Exercise
Which lines in the records below contain the word "Thompson"? Copy each of them.

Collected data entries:

== Segment start ==

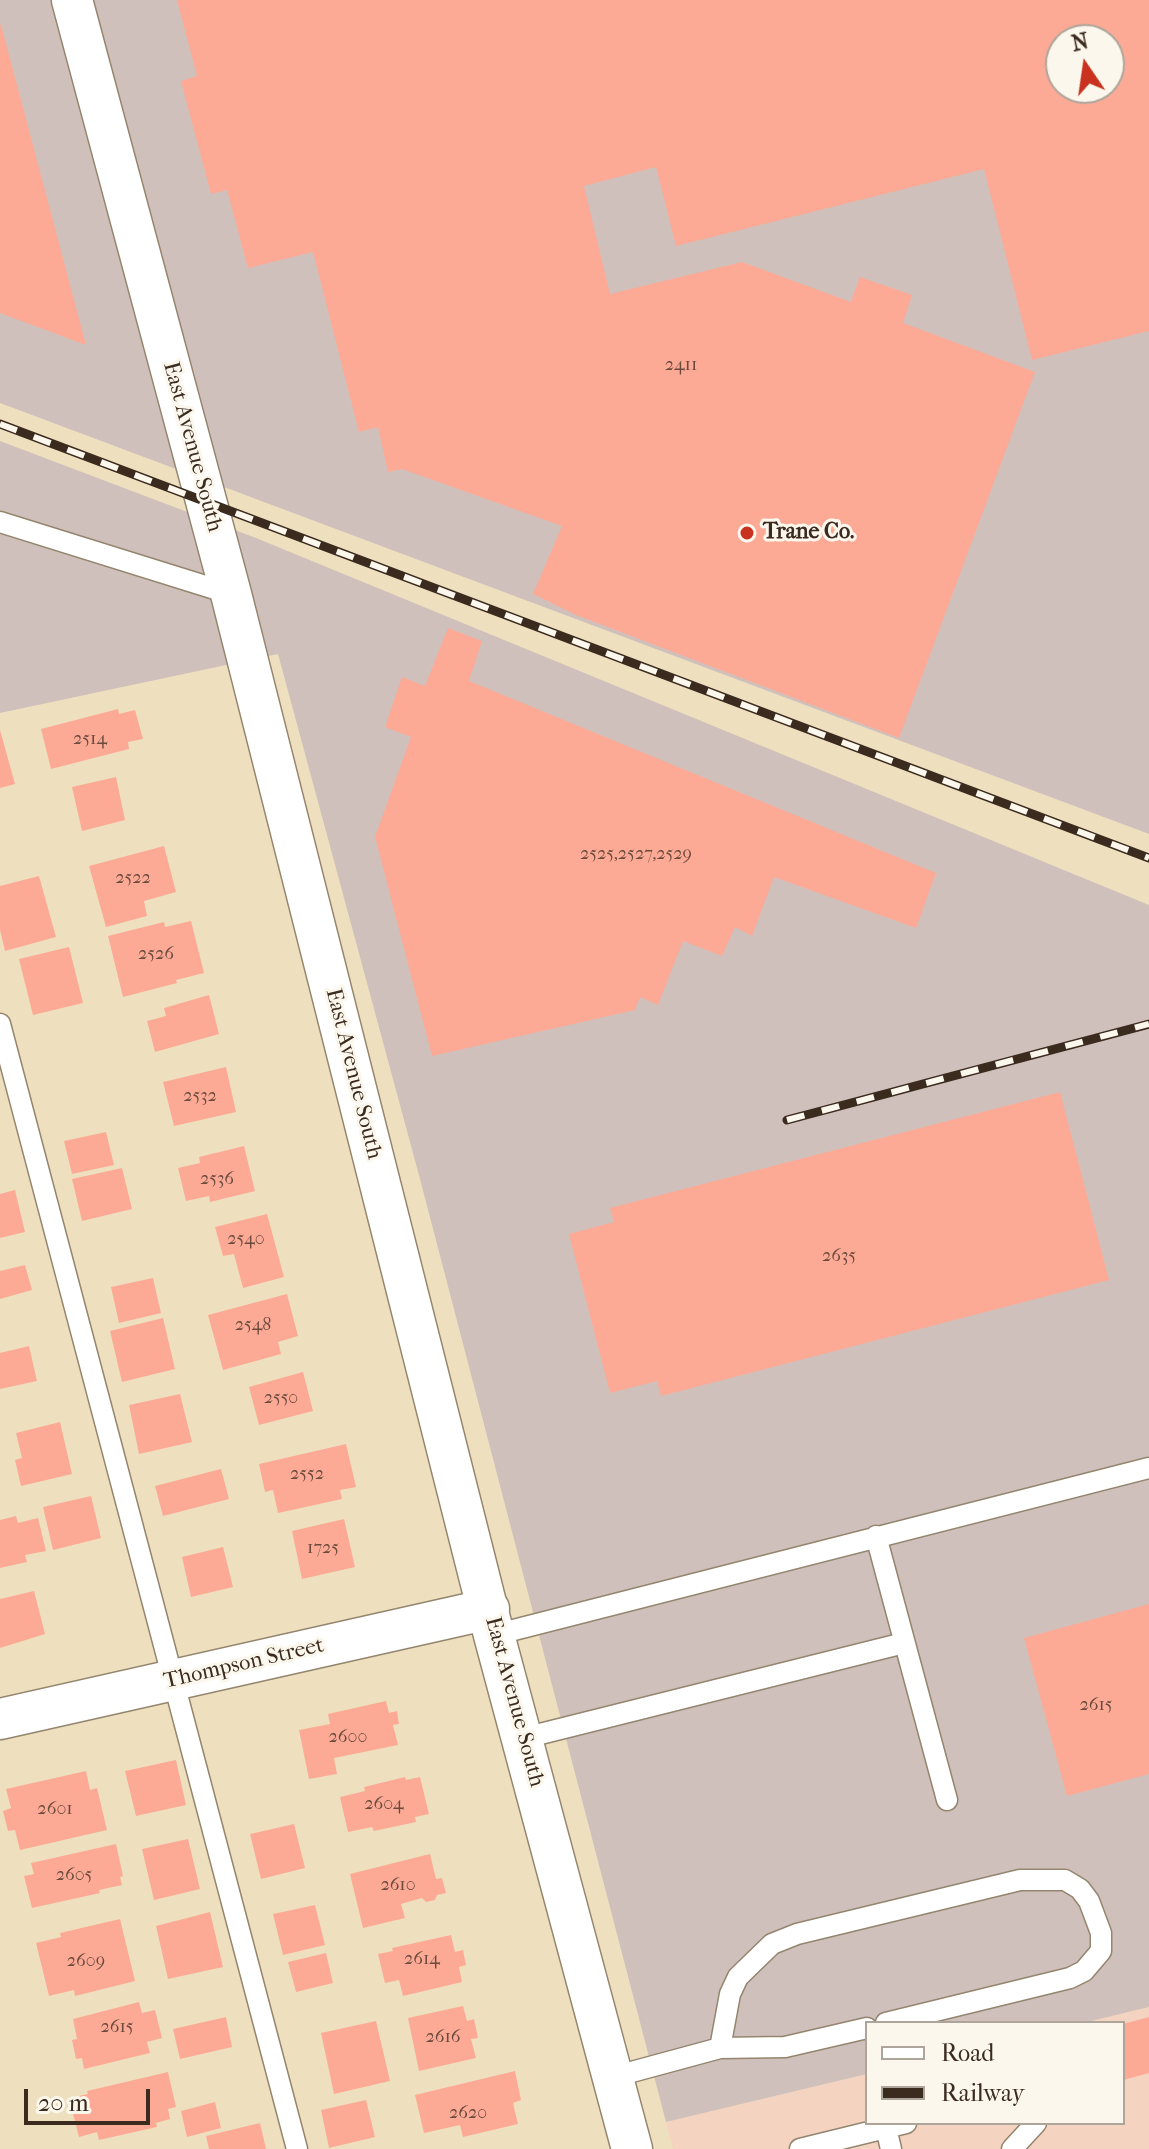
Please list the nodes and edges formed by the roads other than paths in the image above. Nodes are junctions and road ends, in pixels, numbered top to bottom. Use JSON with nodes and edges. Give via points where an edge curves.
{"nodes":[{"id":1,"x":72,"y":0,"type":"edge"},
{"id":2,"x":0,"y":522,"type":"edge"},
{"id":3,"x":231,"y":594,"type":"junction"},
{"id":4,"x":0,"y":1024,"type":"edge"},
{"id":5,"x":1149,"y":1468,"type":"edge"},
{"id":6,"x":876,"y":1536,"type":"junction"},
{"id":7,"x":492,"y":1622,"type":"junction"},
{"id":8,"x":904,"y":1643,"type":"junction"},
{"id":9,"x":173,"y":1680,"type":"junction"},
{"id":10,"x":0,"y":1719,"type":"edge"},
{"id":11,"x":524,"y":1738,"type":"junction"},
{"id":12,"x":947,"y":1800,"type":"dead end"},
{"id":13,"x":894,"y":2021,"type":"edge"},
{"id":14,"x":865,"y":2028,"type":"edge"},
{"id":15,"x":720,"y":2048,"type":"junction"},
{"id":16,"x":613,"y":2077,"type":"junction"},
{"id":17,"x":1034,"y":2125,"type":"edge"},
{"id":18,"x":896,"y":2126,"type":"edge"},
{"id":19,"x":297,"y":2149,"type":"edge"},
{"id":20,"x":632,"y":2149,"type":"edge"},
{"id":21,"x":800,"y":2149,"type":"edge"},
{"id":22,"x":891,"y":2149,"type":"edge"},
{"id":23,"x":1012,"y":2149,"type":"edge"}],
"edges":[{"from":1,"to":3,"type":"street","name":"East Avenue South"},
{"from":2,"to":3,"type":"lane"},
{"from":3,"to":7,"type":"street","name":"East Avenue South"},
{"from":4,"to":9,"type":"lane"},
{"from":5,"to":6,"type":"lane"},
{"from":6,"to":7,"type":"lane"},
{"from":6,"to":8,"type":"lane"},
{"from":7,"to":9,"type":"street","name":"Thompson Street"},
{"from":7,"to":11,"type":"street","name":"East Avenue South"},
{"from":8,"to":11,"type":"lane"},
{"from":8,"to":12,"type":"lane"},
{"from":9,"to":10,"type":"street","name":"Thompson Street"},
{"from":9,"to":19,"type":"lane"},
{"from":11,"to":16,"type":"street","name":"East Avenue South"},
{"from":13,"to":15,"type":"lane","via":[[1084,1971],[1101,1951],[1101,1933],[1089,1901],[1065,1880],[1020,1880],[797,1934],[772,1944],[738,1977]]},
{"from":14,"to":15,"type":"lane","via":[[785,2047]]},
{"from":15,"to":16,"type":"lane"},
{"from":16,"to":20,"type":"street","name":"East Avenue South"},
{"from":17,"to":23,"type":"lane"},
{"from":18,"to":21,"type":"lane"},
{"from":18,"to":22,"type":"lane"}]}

== Segment end ==

Written answer
{"from":7,"to":9,"type":"street","name":"Thompson Street"},
{"from":9,"to":10,"type":"street","name":"Thompson Street"},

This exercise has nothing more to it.